EXERCISE:
Write out the records beneath this line exactly as they appear, minus any images.

Start of EXCERPTED RECORDS

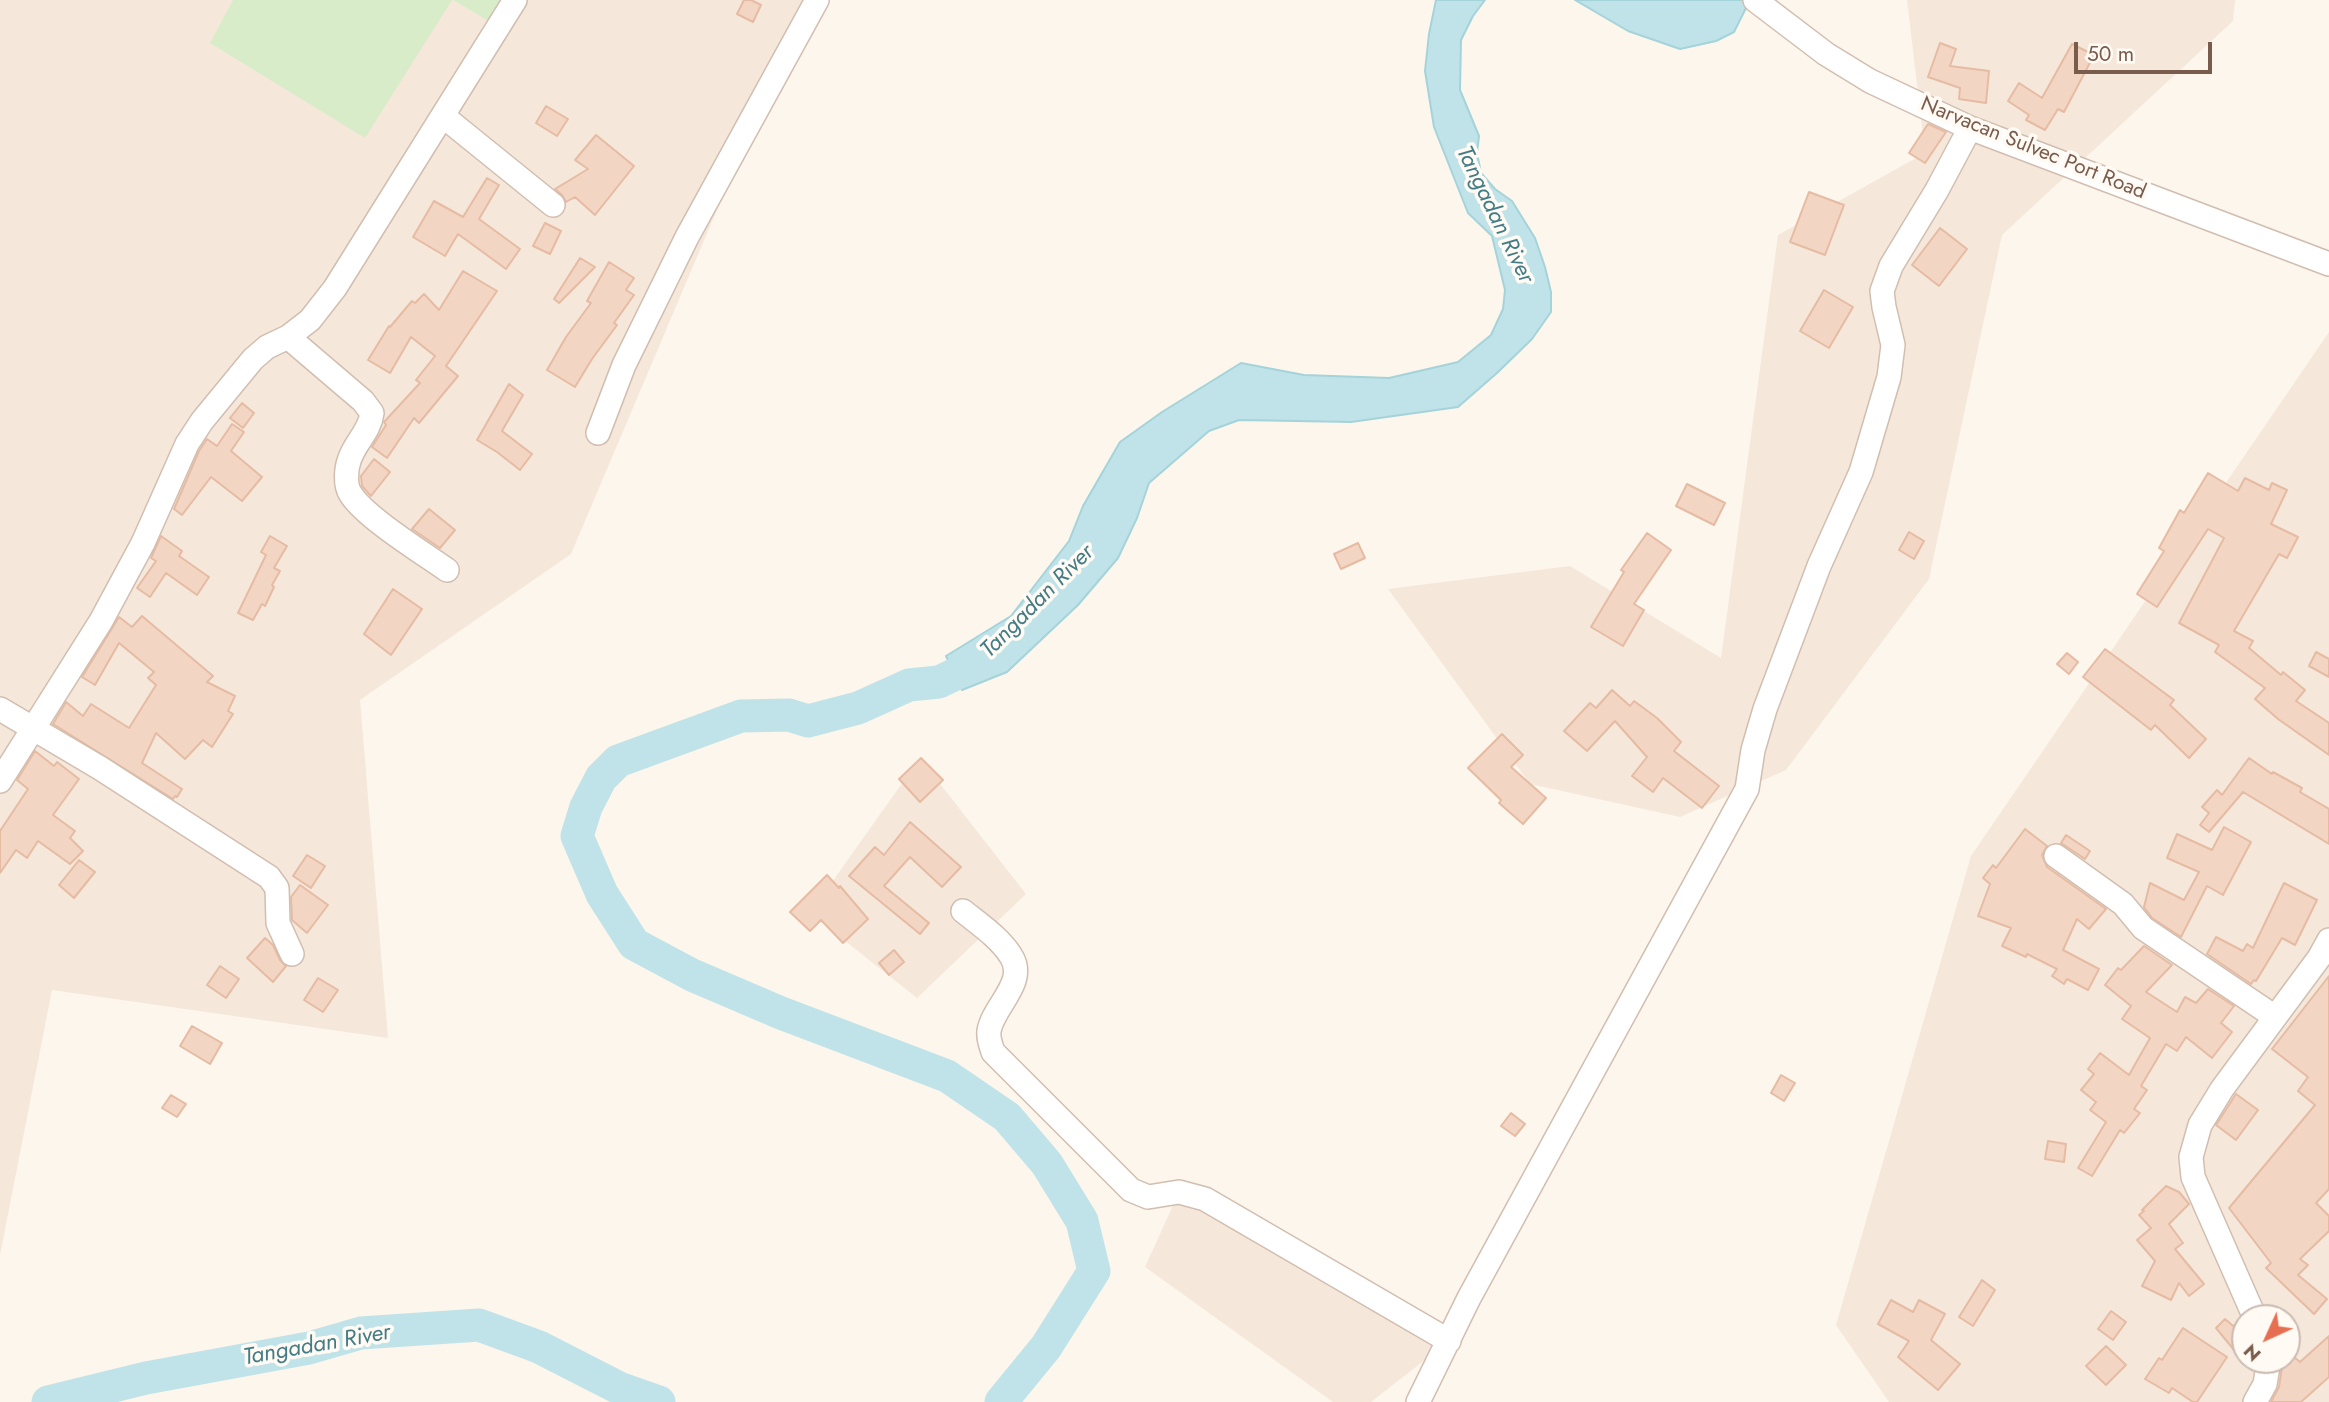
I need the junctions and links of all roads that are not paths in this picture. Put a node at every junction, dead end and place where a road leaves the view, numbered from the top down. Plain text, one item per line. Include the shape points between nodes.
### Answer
1 (515, 0) edge
2 (817, 0) edge
3 (1756, 0) edge
4 (443, 116) junction
5 (1970, 128) junction
6 (553, 205) dead end
7 (2329, 264) edge
8 (288, 337) junction
9 (598, 433) dead end
10 (447, 570) dead end
11 (0, 709) edge
12 (32, 729) junction
13 (0, 781) edge
14 (2056, 856) dead end
15 (963, 911) dead end
16 (2329, 940) edge
17 (292, 954) dead end
18 (2275, 1017) junction
19 (2249, 1304) edge
20 (1449, 1341) junction
21 (2267, 1374) edge
22 (1418, 1402) edge
23 (2255, 1402) edge

1 - 4 street
2 - 9 street via 681,249 624,365
3 - 5 street, Narvacan Sulvec Port Road via 1870,81
4 - 6 street
4 - 8 street via 321,308
5 - 7 street, Narvacan Sulvec Port Road
5 - 20 street via 1882,291 1893,345 1889,377 1861,472 1819,566 1766,709 1752,750 1748,789 1468,1298
8 - 10 street via 372,413 348,462 349,492 366,511
8 - 12 street via 253,359 202,421 101,621
11 - 12 street
12 - 13 street
12 - 17 street via 269,877 277,888 278,923
14 - 18 street via 2123,904 2143,928
15 - 20 street via 1002,944 1016,968 1013,985 989,1030 993,1052 1131,1190 1148,1197 1179,1192 1205,1199
16 - 18 street
18 - 19 street via 2200,1125 2191,1157 2193,1177
20 - 22 street
21 - 23 street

End of EXCERPTED RECORDS

EXPECTED ANSWER:
I need the junctions and links of all roads that are not paths in this picture. Put a node at every junction, dead end and place where a road leaves the view, numbered from the top down. Plain text, one item per line. Include the shape points between nodes.
### Answer
1 (515, 0) edge
2 (817, 0) edge
3 (1756, 0) edge
4 (443, 116) junction
5 (1970, 128) junction
6 (553, 205) dead end
7 (2329, 264) edge
8 (288, 337) junction
9 (598, 433) dead end
10 (447, 570) dead end
11 (0, 709) edge
12 (32, 729) junction
13 (0, 781) edge
14 (2056, 856) dead end
15 (963, 911) dead end
16 (2329, 940) edge
17 (292, 954) dead end
18 (2275, 1017) junction
19 (2249, 1304) edge
20 (1449, 1341) junction
21 (2267, 1374) edge
22 (1418, 1402) edge
23 (2255, 1402) edge

1 - 4 street
2 - 9 street via 681,249 624,365
3 - 5 street, Narvacan Sulvec Port Road via 1870,81
4 - 6 street
4 - 8 street via 321,308
5 - 7 street, Narvacan Sulvec Port Road
5 - 20 street via 1882,291 1893,345 1889,377 1861,472 1819,566 1766,709 1752,750 1748,789 1468,1298
8 - 10 street via 372,413 348,462 349,492 366,511
8 - 12 street via 253,359 202,421 101,621
11 - 12 street
12 - 13 street
12 - 17 street via 269,877 277,888 278,923
14 - 18 street via 2123,904 2143,928
15 - 20 street via 1002,944 1016,968 1013,985 989,1030 993,1052 1131,1190 1148,1197 1179,1192 1205,1199
16 - 18 street
18 - 19 street via 2200,1125 2191,1157 2193,1177
20 - 22 street
21 - 23 street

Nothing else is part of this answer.